Honouring their lives

They continue to inspire others at the university through their deep and lasting relationships within our Fireball Family and their accomplishments at the McMaster Automotive Resource Centre.

A bench bearing their names, stationed outside the building, pays tribute to the two men and the bonds forged during their time at the university.

Each received posthumous degrees in February 2020, with Aghabali receiving a PhD in electrical and computer engineering and Eshaghian Dorcheh receiving a Master’s degree in mechanical engineering.
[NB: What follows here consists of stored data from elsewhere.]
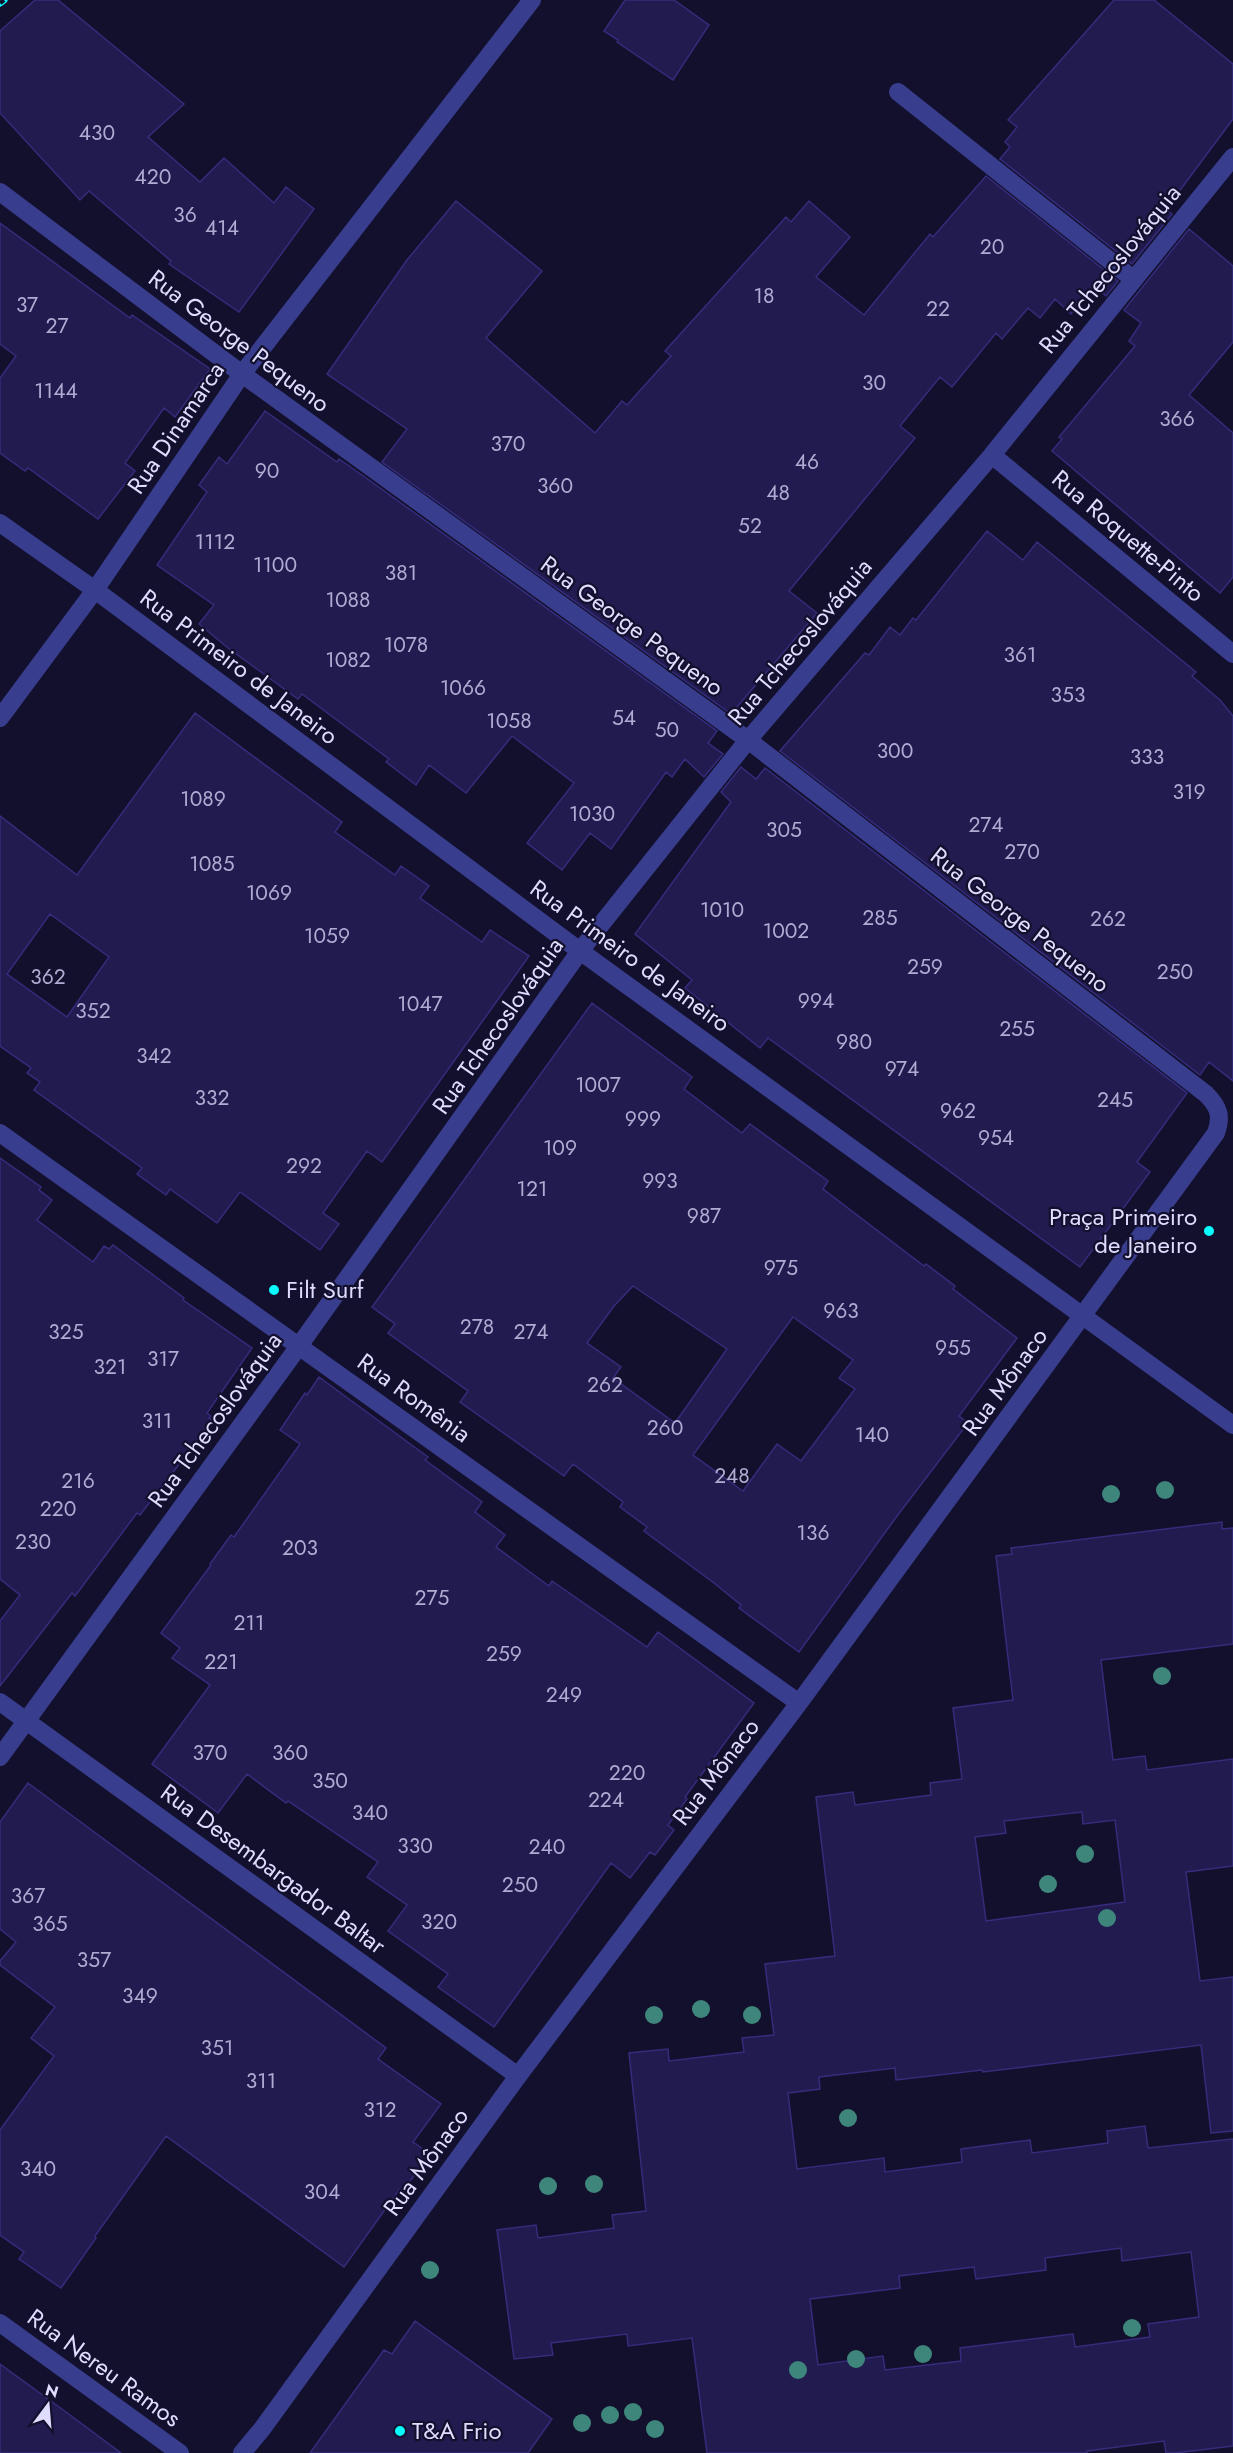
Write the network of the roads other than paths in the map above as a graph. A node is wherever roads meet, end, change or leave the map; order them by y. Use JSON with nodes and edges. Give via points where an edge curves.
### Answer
{"nodes":[{"id":1,"x":532,"y":0,"type":"edge"},
{"id":2,"x":898,"y":92,"type":"dead end"},
{"id":3,"x":1233,"y":157,"type":"edge"},
{"id":4,"x":0,"y":192,"type":"edge"},
{"id":5,"x":1133,"y":279,"type":"junction"},
{"id":6,"x":242,"y":374,"type":"junction"},
{"id":7,"x":992,"y":455,"type":"junction"},
{"id":8,"x":0,"y":523,"type":"edge"},
{"id":9,"x":95,"y":590,"type":"junction"},
{"id":10,"x":1233,"y":654,"type":"edge"},
{"id":11,"x":0,"y":718,"type":"edge"},
{"id":12,"x":748,"y":740,"type":"junction"},
{"id":13,"x":580,"y":951,"type":"junction"},
{"id":14,"x":1220,"y":1116,"type":"joint"},
{"id":15,"x":0,"y":1133,"type":"edge"},
{"id":16,"x":1083,"y":1315,"type":"junction"},
{"id":17,"x":300,"y":1346,"type":"junction"},
{"id":18,"x":1233,"y":1425,"type":"edge"},
{"id":19,"x":0,"y":1702,"type":"edge"},
{"id":20,"x":799,"y":1702,"type":"junction"},
{"id":21,"x":26,"y":1720,"type":"junction"},
{"id":22,"x":0,"y":1757,"type":"edge"},
{"id":23,"x":518,"y":2076,"type":"junction"},
{"id":24,"x":0,"y":2322,"type":"edge"},
{"id":25,"x":180,"y":2453,"type":"edge"},
{"id":26,"x":242,"y":2453,"type":"edge"}],
"edges":[{"from":1,"to":6,"type":"street","name":"Rua Dinamarca"},
{"from":2,"to":5,"type":"street"},
{"from":3,"to":5,"type":"street","name":"Rua Tchecoslováquia"},
{"from":4,"to":6,"type":"street","name":"Rua George Pequeno"},
{"from":5,"to":7,"type":"street","name":"Rua Tchecoslováquia"},
{"from":6,"to":9,"type":"street","name":"Rua Dinamarca"},
{"from":6,"to":12,"type":"street","name":"Rua George Pequeno"},
{"from":7,"to":10,"type":"street","name":"Rua Roquette-Pinto"},
{"from":7,"to":12,"type":"street","name":"Rua Tchecoslováquia"},
{"from":8,"to":9,"type":"street","name":"Rua Primeiro de Janeiro"},
{"from":9,"to":11,"type":"street","name":"Rua Dinamarca"},
{"from":9,"to":13,"type":"street","name":"Rua Primeiro de Janeiro"},
{"from":12,"to":13,"type":"street","name":"Rua Tchecoslováquia"},
{"from":12,"to":14,"type":"street","name":"Rua George Pequeno","via":[[1206,1094]]},
{"from":13,"to":16,"type":"street","name":"Rua Primeiro de Janeiro"},
{"from":13,"to":17,"type":"street","name":"Rua Tchecoslováquia"},
{"from":14,"to":16,"type":"street","name":"Rua Mônaco","via":[[1216,1133]]},
{"from":15,"to":17,"type":"street","name":"Rua Romênia"},
{"from":16,"to":18,"type":"street","name":"Rua Primeiro de Janeiro"},
{"from":16,"to":20,"type":"street","name":"Rua Mônaco"},
{"from":17,"to":20,"type":"street","name":"Rua Romênia"},
{"from":17,"to":21,"type":"street","name":"Rua Tchecoslováquia"},
{"from":19,"to":21,"type":"street","name":"Rua Desembargador Baltar"},
{"from":20,"to":23,"type":"street","name":"Rua Mônaco"},
{"from":21,"to":22,"type":"street","name":"Rua Tchecoslováquia"},
{"from":21,"to":23,"type":"street","name":"Rua Desembargador Baltar"},
{"from":23,"to":26,"type":"street","name":"Rua Mônaco"},
{"from":24,"to":25,"type":"street","name":"Rua Nereu Ramos"}]}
McMaster University also contributed to a provincial scholarship, which was created to honour the victims. Three McMaster students were recipients of the fund, commemorating Aghabali and Eshaghian Dorcheh, their dedication to research, and their innovative spirits.

“Together, McMaster Engineering mourns the loss of Iman Aghabali and Mehdi Eshaghian Dorcheh. We stand with their families, friends, peers, colleagues, and loved ones in their sorrow and pain. Amid our heartbreak, we will remember their legacy as their memory lives on,” said Acting Dean Heather Sheardown.

“The community holds their loss and weight of this tragedy close at heart.”